### Supplied information
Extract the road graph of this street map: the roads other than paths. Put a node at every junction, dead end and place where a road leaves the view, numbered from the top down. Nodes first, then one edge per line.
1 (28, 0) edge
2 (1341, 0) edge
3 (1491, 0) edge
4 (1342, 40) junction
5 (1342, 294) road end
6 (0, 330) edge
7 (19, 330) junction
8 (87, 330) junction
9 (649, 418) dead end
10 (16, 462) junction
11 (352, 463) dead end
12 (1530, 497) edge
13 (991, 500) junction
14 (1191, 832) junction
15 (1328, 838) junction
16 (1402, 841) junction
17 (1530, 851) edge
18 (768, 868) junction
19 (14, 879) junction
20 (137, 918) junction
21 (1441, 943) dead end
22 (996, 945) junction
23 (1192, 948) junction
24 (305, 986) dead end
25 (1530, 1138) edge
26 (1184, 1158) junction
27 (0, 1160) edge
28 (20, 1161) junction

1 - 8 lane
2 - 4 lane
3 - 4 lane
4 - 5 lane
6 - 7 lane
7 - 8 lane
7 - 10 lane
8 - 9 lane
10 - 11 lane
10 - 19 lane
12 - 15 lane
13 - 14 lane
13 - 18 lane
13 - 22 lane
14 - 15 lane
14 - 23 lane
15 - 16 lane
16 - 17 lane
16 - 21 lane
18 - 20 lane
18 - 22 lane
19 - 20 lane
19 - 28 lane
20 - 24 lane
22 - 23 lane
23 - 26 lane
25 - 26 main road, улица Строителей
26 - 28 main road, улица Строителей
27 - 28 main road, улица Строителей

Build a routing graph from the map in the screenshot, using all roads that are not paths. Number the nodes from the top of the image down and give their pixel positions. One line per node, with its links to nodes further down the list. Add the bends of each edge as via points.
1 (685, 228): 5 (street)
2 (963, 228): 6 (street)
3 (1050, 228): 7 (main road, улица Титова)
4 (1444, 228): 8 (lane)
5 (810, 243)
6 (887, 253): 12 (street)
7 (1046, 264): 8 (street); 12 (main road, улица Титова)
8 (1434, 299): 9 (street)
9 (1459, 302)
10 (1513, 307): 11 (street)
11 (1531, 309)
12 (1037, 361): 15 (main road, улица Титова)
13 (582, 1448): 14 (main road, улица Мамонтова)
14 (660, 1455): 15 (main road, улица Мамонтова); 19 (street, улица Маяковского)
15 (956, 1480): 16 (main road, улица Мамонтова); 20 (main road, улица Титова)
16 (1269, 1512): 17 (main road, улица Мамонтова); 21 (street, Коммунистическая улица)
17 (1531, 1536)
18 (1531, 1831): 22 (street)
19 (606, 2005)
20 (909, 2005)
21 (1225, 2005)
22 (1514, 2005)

### Directions for this task
Every entry above needs to be written out again exactly.

### Solution
Extract the road graph of this street map: the roads other than paths. Put a node at every junction, dead end and place where a road leaves the view, numbered from the top down. Nodes first, then one edge per line.
1 (28, 0) edge
2 (1341, 0) edge
3 (1491, 0) edge
4 (1342, 40) junction
5 (1342, 294) road end
6 (0, 330) edge
7 (19, 330) junction
8 (87, 330) junction
9 (649, 418) dead end
10 (16, 462) junction
11 (352, 463) dead end
12 (1530, 497) edge
13 (991, 500) junction
14 (1191, 832) junction
15 (1328, 838) junction
16 (1402, 841) junction
17 (1530, 851) edge
18 (768, 868) junction
19 (14, 879) junction
20 (137, 918) junction
21 (1441, 943) dead end
22 (996, 945) junction
23 (1192, 948) junction
24 (305, 986) dead end
25 (1530, 1138) edge
26 (1184, 1158) junction
27 (0, 1160) edge
28 (20, 1161) junction

1 - 8 lane
2 - 4 lane
3 - 4 lane
4 - 5 lane
6 - 7 lane
7 - 8 lane
7 - 10 lane
8 - 9 lane
10 - 11 lane
10 - 19 lane
12 - 15 lane
13 - 14 lane
13 - 18 lane
13 - 22 lane
14 - 15 lane
14 - 23 lane
15 - 16 lane
16 - 17 lane
16 - 21 lane
18 - 20 lane
18 - 22 lane
19 - 20 lane
19 - 28 lane
20 - 24 lane
22 - 23 lane
23 - 26 lane
25 - 26 main road, улица Строителей
26 - 28 main road, улица Строителей
27 - 28 main road, улица Строителей

Build a routing graph from the map in the screenshot, using all roads that are not paths. Number the nodes from the top of the image down and give their pixel positions. One line per node, with its links to nodes further down the list. Add the bends of each edge as via points.
1 (685, 228): 5 (street)
2 (963, 228): 6 (street)
3 (1050, 228): 7 (main road, улица Титова)
4 (1444, 228): 8 (lane)
5 (810, 243)
6 (887, 253): 12 (street)
7 (1046, 264): 8 (street); 12 (main road, улица Титова)
8 (1434, 299): 9 (street)
9 (1459, 302)
10 (1513, 307): 11 (street)
11 (1531, 309)
12 (1037, 361): 15 (main road, улица Титова)
13 (582, 1448): 14 (main road, улица Мамонтова)
14 (660, 1455): 15 (main road, улица Мамонтова); 19 (street, улица Маяковского)
15 (956, 1480): 16 (main road, улица Мамонтова); 20 (main road, улица Титова)
16 (1269, 1512): 17 (main road, улица Мамонтова); 21 (street, Коммунистическая улица)
17 (1531, 1536)
18 (1531, 1831): 22 (street)
19 (606, 2005)
20 (909, 2005)
21 (1225, 2005)
22 (1514, 2005)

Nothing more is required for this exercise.